Judge allows Gay-Straight Alliance at high school

? A gay student who, against a backdrop of taunts and condemnation, sued for the right to establish a Gay-Straight Alliance at her school received an early graduation gift Friday: A federal judge ruled the club can begin meeting on campus immediately.

“I’m really happy,” senior Yasmin Gonzalez said from her home in Okeechobee, Fla. “I don’t know if it will end harassment at school, but at least other students will have someone to talk to, which is something I didn’t have.”

The 12-page order by U.S. District Judge K. Michael Moore does not end Gonzalez’s lawsuit against the Okeechobee County School Board but allows the club to gather at the county’s only high school while the litigation proceeds.

Still, Moore’s order, in which he says Gonzalez has “a substantial likelihood” of proving her case, all but guarantees the board will have to follow the lead of hundreds of schools across the nation, including more than 100 in Florida, that already sponsor school-based alliances. Founded in Massachusetts in 1988, the clubs aim to end harassment and promote tolerance of gay students.

“The language doesn’t get any clearer,” said Gonzalez’s attorney, Rob Rosenwald, of the American Civil Liberties Union of Florida. “Hopefully, the school board will see that the court will not rule in its favor and end this costly litigation.”

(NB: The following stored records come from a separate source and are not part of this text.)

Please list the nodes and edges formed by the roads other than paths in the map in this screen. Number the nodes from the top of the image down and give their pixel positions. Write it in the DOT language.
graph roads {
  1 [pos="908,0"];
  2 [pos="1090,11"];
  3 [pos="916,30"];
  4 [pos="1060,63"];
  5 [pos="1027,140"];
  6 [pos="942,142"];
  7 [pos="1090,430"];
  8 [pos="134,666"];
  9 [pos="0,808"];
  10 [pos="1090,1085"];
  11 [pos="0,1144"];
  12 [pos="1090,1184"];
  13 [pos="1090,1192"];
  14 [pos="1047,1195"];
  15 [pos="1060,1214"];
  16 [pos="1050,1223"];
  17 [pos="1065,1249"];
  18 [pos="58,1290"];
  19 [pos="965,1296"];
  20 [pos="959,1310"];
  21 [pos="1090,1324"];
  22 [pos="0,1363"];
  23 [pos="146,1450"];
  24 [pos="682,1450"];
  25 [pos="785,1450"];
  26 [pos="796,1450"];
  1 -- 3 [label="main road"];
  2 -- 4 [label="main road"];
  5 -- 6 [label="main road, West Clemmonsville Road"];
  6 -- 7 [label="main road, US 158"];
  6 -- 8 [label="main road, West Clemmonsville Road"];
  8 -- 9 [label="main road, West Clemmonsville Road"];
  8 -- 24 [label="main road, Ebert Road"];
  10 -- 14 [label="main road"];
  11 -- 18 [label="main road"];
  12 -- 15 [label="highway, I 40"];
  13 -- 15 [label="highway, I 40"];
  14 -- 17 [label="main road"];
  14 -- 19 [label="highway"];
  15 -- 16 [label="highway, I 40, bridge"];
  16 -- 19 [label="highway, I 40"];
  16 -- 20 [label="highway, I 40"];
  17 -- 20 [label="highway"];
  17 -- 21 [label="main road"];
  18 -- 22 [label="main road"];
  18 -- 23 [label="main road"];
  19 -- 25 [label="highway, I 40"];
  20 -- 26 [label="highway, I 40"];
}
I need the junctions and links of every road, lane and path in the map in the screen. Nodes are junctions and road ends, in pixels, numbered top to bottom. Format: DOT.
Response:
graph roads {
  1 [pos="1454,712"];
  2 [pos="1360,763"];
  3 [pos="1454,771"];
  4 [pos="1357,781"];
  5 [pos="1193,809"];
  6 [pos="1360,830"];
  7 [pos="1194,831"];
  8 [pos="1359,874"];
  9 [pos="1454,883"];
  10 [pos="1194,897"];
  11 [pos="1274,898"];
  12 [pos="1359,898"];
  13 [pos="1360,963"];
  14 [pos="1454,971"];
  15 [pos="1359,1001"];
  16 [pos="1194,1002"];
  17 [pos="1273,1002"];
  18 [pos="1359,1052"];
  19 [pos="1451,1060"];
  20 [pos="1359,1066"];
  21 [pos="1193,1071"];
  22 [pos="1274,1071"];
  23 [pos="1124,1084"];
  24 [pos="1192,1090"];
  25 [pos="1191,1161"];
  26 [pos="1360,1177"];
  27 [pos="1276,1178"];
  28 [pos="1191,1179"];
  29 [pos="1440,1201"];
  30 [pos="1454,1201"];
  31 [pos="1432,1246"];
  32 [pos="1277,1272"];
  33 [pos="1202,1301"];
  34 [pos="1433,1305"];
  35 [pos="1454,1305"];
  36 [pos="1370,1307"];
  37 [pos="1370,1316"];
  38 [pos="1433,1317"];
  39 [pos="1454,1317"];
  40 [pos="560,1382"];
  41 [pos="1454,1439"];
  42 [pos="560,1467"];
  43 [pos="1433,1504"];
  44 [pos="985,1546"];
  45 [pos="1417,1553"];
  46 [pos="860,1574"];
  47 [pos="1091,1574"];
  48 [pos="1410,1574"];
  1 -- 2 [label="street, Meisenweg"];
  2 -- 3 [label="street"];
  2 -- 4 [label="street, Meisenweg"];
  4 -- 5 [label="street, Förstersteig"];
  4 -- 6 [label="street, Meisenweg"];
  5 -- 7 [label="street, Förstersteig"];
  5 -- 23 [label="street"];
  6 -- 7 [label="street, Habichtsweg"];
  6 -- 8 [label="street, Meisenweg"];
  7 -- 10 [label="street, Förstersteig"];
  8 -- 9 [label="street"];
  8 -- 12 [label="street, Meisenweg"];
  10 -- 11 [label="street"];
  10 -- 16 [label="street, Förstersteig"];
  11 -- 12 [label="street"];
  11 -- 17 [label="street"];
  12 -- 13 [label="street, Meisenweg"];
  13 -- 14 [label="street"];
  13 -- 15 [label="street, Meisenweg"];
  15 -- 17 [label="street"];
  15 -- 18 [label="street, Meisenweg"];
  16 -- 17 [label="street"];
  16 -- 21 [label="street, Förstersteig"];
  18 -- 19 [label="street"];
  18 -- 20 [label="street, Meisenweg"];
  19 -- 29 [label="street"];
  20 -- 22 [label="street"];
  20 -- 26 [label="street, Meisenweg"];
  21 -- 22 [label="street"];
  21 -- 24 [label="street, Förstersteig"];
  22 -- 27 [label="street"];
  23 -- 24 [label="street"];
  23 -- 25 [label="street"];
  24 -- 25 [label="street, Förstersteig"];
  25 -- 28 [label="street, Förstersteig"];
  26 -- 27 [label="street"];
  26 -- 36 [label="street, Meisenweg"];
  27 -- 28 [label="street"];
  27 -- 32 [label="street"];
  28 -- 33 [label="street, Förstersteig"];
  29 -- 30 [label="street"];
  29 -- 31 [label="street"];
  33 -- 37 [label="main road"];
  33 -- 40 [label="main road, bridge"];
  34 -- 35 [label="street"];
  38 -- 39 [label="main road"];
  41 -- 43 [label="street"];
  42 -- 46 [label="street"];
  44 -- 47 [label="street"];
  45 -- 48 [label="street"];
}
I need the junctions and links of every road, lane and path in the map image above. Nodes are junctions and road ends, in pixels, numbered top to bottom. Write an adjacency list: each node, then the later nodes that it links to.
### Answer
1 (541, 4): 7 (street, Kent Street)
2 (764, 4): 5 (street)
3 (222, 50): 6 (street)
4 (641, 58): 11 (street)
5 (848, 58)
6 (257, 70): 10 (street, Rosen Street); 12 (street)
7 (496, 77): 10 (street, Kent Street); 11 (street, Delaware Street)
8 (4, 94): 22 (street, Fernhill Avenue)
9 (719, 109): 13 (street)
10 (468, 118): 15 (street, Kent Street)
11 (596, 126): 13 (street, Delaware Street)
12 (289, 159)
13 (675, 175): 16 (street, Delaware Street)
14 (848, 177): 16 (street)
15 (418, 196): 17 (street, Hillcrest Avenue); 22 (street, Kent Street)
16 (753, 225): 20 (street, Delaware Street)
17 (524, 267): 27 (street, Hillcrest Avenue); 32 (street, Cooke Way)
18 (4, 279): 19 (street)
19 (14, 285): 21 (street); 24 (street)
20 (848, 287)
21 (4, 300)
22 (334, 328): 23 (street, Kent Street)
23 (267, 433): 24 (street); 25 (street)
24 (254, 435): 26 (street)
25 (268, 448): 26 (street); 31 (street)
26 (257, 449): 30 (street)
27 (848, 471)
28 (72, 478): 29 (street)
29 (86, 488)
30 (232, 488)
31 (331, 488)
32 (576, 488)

School board chairman Joe Arnold said board members would discuss their options with their attorney before deciding whether to appeal. The board’s attorney, David Gibbs, could not be reached for comment.

In his order, Moore rejected the board’s argument that Gay-Straight Alliances are “sex-based” clubs that would violate the district’s abstinence-only education policy and endanger the well-being of students by exposing them to obscene and sexually explicit material.

Rather, Moore wrote, the board failed to show the purpose of the club was anything other than what Gonzalez and other members say it would be in their proposed charter: “to provide a safe, supportive environment for students and to promote tolerance and acceptance of one another, regardless of sexual orientation.”